Naylor’s men suffer at hands of Hornets

Date published: 02 April 2013


Oldham 18, Rochdale Hornets 28

THINGS didn’t go to plan in Oldham’s first league game.

But in terms of the season, this day-one defeat needs to be kept in perspective.

Despite a bonus point it was a disappointing performance by Roughyeds and a setback to go down at home first time out.

Yet Scott Naylor’s young side, average age 23, has won five of its seven matches to date and has posted two derby-day wins to Rochdale’s one in three clashes over the last six weeks.

At Whitebank on Good Friday, Hornets avenged those earlier defeats and were the better side when it counted most. Yet over the 240 minutes of play there is little to split two evenly-matched sides.

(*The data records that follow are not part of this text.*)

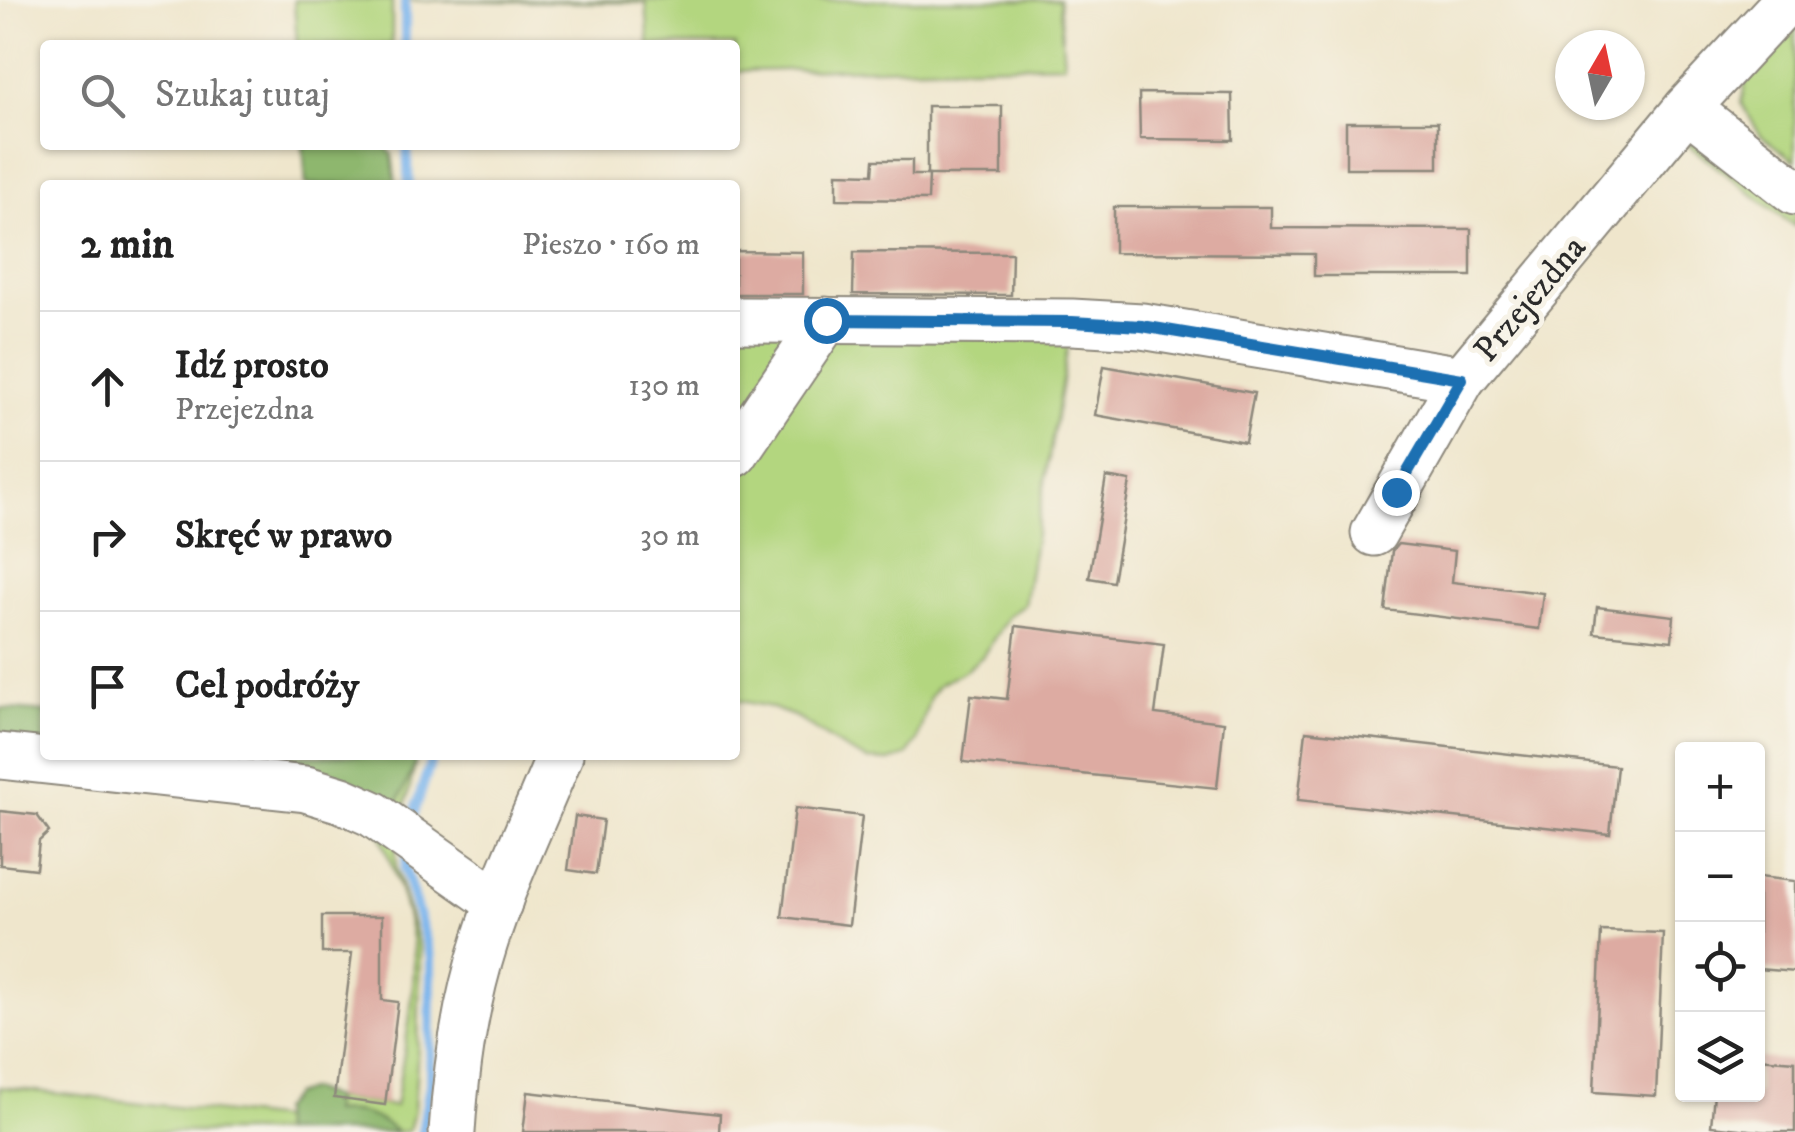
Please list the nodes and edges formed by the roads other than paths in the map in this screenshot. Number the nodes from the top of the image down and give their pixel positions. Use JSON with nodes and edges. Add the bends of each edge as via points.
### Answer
{"nodes":[{"id":1,"x":1786,"y":0,"type":"edge"},
{"id":2,"x":1687,"y":108,"type":"junction"},
{"id":3,"x":1795,"y":192,"type":"edge"},
{"id":4,"x":740,"y":320,"type":"edge"},
{"id":5,"x":826,"y":320,"type":"junction"},
{"id":6,"x":1462,"y":379,"type":"junction"},
{"id":7,"x":740,"y":447,"type":"edge"},
{"id":8,"x":1374,"y":533,"type":"dead end"},
{"id":9,"x":0,"y":756,"type":"edge"},
{"id":10,"x":558,"y":760,"type":"edge"},
{"id":11,"x":499,"y":903,"type":"junction"},
{"id":12,"x":452,"y":1132,"type":"edge"}],
"edges":[{"from":1,"to":2,"type":"street","name":"Przejezdna"},
{"from":2,"to":3,"type":"street"},
{"from":2,"to":6,"type":"street","name":"Przejezdna"},
{"from":4,"to":5,"type":"street","name":"Przejezdna"},
{"from":5,"to":6,"type":"street","name":"Przejezdna","via":[[1142,326]]},
{"from":5,"to":7,"type":"street"},
{"from":6,"to":8,"type":"street"},
{"from":9,"to":11,"type":"street","via":[[306,789],[373,814]]},
{"from":10,"to":11,"type":"street"},
{"from":11,"to":12,"type":"street","via":[[465,1016]]}]}
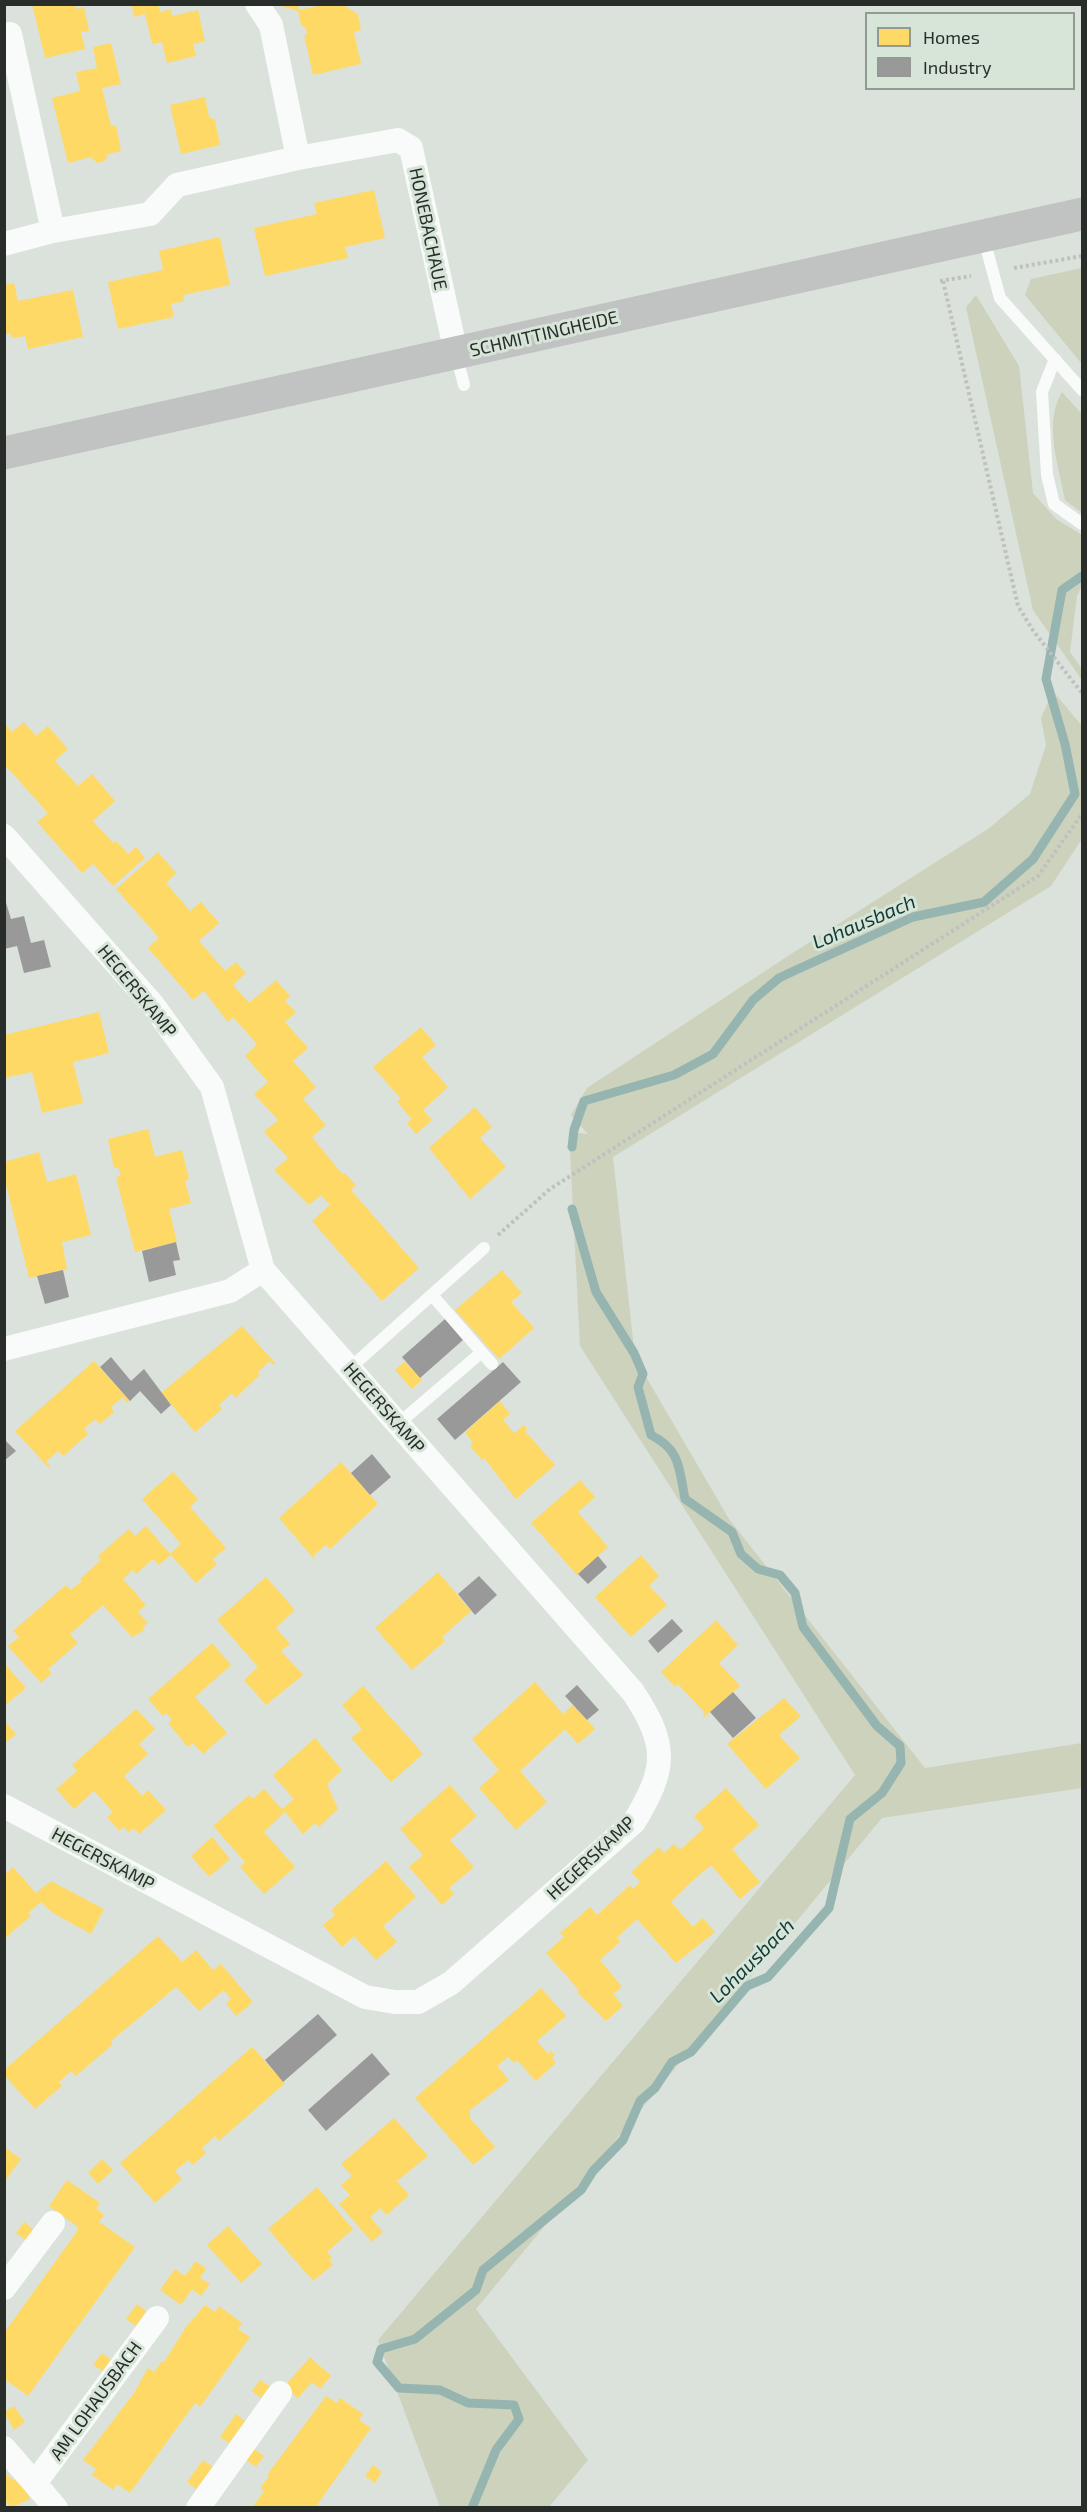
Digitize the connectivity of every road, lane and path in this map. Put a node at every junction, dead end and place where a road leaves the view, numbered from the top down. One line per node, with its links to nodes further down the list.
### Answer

Even in this latest meeting, when Roughyeds had five days to get ready against Rochdale’s 12, they battled back from 0-16 down to lead 18-16 before succumbing in the last quarter of an hour.

It was a brave fightback up the hill which, albeit briefly, had Rochdale on the back foot and looking decidedly dodgy as Naylor’s men turned up the heat for a short time.

Hornets clinched it, perhaps appropriately, with the final act of Paul Crook’s aerial bombardment that had challenged Mo Agoro’s nerve.

Give or take the odd dodgy moment, Agoro coped admirably, but this time he lost the ball as he hit the ground while trying to launch a counter attack, presenting Hornets centre Dave Hull with the easiest of killer blows to put the issue beyond doubt.

Hornets chose to go left every time and hit shell-shocked Oldham wide out on the right with tries by Roper, Wayne English and Chris Baines inside the opening half hour.

Scrambling defence twice denied Hornets’ impressive hooker Alex McClurg, but there were near misses at the other end too.

But Hornets kept their composure, capitalised on costly errors by Palfrey and Agoro and took the game out of the Roughyeds’ reach with late tries by prop Joe Bate and centre Hull.